(Stored items)
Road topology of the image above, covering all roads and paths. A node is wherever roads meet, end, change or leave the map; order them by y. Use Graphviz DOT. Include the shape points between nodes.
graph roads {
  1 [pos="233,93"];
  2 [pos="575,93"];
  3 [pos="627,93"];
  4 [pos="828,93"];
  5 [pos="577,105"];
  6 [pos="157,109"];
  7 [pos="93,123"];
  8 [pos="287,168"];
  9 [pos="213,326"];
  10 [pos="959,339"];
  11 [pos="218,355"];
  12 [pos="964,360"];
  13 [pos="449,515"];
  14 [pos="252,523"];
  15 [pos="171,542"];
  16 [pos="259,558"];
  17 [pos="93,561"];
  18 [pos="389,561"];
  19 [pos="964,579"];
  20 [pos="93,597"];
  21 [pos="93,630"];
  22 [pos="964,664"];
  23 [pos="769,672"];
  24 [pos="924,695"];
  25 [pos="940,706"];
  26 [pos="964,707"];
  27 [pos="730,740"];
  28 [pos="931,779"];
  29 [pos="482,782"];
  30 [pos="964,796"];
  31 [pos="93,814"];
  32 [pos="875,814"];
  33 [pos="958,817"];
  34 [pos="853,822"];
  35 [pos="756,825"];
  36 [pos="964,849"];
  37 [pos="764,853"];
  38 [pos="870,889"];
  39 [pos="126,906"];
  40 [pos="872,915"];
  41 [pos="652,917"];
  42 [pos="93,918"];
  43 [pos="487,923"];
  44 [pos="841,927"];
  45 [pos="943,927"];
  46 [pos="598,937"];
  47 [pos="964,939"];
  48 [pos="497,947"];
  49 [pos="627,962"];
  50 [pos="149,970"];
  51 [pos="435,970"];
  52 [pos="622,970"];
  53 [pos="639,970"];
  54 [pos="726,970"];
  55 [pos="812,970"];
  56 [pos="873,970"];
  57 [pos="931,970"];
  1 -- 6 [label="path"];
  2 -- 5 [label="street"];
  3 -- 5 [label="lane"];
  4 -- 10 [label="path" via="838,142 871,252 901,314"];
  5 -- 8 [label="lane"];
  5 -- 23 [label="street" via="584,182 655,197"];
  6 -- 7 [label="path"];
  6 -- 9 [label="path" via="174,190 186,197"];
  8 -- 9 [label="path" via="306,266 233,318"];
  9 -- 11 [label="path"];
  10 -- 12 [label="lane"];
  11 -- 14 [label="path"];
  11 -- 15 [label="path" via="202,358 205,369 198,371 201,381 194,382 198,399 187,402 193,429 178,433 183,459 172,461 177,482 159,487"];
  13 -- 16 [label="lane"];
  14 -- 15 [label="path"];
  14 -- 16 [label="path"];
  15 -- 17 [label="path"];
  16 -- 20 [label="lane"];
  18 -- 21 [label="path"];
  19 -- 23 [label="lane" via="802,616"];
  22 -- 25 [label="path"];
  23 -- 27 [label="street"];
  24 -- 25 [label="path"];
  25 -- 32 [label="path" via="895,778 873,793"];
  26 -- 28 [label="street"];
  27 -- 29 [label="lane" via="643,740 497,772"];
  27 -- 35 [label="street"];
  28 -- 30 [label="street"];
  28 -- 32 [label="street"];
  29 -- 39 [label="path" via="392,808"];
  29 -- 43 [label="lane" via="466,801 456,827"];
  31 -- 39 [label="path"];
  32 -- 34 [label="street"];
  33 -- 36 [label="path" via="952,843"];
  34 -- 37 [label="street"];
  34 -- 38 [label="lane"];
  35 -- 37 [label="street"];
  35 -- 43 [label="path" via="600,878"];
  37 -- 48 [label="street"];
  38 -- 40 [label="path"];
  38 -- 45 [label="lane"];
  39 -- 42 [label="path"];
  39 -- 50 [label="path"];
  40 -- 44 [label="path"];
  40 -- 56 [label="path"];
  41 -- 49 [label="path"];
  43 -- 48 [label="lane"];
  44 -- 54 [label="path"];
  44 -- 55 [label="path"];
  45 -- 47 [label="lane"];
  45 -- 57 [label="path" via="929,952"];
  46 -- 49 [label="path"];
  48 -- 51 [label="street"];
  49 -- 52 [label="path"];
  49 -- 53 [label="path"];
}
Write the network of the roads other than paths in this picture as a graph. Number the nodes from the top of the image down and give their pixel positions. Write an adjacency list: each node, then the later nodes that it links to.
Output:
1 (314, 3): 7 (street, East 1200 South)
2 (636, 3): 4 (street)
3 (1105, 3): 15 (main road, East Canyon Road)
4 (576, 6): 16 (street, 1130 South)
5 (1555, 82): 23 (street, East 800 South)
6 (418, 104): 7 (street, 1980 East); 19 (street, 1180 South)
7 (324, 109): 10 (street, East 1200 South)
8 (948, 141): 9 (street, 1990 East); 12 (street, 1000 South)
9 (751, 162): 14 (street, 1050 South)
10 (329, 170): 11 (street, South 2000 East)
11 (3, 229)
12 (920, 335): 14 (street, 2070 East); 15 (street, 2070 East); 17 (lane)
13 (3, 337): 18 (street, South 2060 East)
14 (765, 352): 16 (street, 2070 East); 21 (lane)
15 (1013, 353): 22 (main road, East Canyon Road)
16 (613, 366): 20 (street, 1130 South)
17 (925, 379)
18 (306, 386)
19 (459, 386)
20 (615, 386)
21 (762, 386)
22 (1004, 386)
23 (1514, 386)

What is needed →
An exact copy is needed of the lines from the one containing "Write the network" through the end of the records.

Answer box →
Write the network of the roads other than paths in this picture as a graph. Number the nodes from the top of the image down and give their pixel positions. Write an adjacency list: each node, then the later nodes that it links to.
Output:
1 (314, 3): 7 (street, East 1200 South)
2 (636, 3): 4 (street)
3 (1105, 3): 15 (main road, East Canyon Road)
4 (576, 6): 16 (street, 1130 South)
5 (1555, 82): 23 (street, East 800 South)
6 (418, 104): 7 (street, 1980 East); 19 (street, 1180 South)
7 (324, 109): 10 (street, East 1200 South)
8 (948, 141): 9 (street, 1990 East); 12 (street, 1000 South)
9 (751, 162): 14 (street, 1050 South)
10 (329, 170): 11 (street, South 2000 East)
11 (3, 229)
12 (920, 335): 14 (street, 2070 East); 15 (street, 2070 East); 17 (lane)
13 (3, 337): 18 (street, South 2060 East)
14 (765, 352): 16 (street, 2070 East); 21 (lane)
15 (1013, 353): 22 (main road, East Canyon Road)
16 (613, 366): 20 (street, 1130 South)
17 (925, 379)
18 (306, 386)
19 (459, 386)
20 (615, 386)
21 (762, 386)
22 (1004, 386)
23 (1514, 386)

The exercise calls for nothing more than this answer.